*** Materials provided ***

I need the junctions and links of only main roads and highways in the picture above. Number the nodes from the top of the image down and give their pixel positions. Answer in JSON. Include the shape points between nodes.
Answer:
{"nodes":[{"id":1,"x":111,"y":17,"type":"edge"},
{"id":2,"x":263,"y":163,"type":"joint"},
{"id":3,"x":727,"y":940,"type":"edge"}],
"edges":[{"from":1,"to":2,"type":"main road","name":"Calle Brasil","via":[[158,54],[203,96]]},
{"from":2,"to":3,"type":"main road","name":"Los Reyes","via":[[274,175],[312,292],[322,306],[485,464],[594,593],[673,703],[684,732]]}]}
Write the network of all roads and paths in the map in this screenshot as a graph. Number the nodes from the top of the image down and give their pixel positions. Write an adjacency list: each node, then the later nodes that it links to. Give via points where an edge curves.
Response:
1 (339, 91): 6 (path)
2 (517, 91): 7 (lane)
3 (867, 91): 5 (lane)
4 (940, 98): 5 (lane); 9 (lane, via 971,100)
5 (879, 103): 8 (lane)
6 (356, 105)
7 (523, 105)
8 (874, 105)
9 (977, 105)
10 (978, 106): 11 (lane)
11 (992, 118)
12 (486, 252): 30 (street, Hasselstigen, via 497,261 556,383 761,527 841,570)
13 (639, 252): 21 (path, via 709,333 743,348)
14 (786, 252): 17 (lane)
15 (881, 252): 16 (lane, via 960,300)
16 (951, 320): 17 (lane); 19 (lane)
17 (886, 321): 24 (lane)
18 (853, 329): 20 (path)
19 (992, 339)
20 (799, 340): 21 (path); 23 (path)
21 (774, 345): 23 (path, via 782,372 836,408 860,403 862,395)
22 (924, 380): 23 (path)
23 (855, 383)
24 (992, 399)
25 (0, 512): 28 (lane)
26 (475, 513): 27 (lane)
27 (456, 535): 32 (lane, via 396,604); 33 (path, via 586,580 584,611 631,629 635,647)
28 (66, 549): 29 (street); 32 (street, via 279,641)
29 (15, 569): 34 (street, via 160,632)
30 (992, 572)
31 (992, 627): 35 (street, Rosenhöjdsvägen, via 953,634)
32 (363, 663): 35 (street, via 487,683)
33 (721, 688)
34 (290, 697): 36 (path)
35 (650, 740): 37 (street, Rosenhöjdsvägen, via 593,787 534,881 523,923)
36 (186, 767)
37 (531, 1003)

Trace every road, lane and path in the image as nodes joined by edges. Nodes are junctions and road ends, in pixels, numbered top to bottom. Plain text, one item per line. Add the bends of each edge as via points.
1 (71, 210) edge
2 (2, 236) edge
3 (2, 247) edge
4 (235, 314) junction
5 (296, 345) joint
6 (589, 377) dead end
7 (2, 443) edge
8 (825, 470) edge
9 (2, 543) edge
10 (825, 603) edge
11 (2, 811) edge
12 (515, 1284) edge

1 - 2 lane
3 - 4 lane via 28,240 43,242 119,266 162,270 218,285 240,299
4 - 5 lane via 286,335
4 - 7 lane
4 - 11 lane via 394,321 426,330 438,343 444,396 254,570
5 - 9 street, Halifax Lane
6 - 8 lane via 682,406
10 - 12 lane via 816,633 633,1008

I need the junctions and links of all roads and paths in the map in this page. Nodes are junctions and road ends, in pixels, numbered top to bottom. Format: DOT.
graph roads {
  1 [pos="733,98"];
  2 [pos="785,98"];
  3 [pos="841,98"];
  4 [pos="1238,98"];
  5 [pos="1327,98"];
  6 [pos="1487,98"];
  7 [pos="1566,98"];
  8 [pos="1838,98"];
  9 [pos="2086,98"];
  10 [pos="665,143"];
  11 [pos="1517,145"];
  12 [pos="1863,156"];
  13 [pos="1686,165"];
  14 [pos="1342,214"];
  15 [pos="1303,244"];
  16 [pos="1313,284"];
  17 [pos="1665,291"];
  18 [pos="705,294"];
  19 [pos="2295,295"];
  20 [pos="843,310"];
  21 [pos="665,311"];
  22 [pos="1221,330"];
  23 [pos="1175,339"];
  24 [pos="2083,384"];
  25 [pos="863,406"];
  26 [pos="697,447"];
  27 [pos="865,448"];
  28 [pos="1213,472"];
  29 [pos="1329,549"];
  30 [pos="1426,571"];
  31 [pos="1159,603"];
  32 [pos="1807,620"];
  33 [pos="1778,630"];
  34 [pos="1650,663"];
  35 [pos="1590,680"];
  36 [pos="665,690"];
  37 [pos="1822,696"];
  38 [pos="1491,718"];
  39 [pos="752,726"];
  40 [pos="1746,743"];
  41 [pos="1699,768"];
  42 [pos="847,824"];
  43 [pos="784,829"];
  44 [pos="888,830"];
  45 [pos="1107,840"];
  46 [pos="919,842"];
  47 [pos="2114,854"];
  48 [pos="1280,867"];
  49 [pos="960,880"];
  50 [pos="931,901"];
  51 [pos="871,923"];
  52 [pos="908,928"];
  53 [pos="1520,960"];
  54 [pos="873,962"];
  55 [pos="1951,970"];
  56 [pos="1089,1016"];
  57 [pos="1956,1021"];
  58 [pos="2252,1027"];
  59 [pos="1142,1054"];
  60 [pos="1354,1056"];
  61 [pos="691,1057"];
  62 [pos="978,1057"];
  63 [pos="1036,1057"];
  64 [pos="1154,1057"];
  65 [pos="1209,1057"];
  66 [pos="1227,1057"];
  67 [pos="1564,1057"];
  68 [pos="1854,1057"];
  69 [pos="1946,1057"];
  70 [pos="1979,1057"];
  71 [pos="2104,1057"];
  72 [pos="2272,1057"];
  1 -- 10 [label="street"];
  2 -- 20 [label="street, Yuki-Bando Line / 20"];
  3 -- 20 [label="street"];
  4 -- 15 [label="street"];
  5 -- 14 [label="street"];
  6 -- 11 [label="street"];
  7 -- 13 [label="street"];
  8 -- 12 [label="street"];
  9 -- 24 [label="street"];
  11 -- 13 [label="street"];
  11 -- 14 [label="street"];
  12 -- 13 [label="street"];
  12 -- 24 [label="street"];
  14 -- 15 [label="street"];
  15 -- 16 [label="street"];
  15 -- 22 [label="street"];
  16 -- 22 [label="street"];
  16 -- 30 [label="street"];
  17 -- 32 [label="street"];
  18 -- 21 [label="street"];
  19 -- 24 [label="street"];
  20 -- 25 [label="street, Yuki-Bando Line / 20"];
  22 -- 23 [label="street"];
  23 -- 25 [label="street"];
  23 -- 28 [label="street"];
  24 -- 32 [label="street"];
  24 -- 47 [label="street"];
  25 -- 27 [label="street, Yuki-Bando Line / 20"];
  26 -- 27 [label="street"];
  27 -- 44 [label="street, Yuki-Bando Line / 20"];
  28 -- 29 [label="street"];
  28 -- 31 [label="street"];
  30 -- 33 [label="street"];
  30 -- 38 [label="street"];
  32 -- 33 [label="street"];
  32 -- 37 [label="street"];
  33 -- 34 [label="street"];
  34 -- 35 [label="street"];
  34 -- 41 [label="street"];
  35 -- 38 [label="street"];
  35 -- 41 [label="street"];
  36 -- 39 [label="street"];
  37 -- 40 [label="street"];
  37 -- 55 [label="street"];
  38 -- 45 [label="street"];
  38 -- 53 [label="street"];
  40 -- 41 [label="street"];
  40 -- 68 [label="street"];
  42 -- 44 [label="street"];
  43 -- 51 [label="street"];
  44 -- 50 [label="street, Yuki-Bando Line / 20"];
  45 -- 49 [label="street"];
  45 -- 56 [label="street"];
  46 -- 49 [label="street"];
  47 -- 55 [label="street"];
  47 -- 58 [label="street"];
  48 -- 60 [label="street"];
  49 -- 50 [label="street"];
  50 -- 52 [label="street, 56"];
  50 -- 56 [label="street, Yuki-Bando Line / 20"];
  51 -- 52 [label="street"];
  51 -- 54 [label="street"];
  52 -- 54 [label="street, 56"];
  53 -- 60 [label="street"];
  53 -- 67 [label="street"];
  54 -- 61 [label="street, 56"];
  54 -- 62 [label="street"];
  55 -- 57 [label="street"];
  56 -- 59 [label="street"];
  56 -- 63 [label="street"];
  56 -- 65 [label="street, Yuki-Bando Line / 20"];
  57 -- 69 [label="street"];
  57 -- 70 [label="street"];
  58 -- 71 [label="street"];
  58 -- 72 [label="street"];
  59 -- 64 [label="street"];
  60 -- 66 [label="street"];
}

***

*What to produce*.
Check each line of the data for "give". Copy the lines where it turns up.

*Result of the exercise*.
I need the junctions and links of only main roads and highways in the picture above. Number the nodes from the top of the image down and give their pixel positions. Answer in JSON. Include the shape points between nodes.
Write the network of all roads and paths in the map in this screenshot as a graph. Number the nodes from the top of the image down and give their pixel positions. Write an adjacency list: each node, then the later nodes that it links to. Give via points where an edge curves.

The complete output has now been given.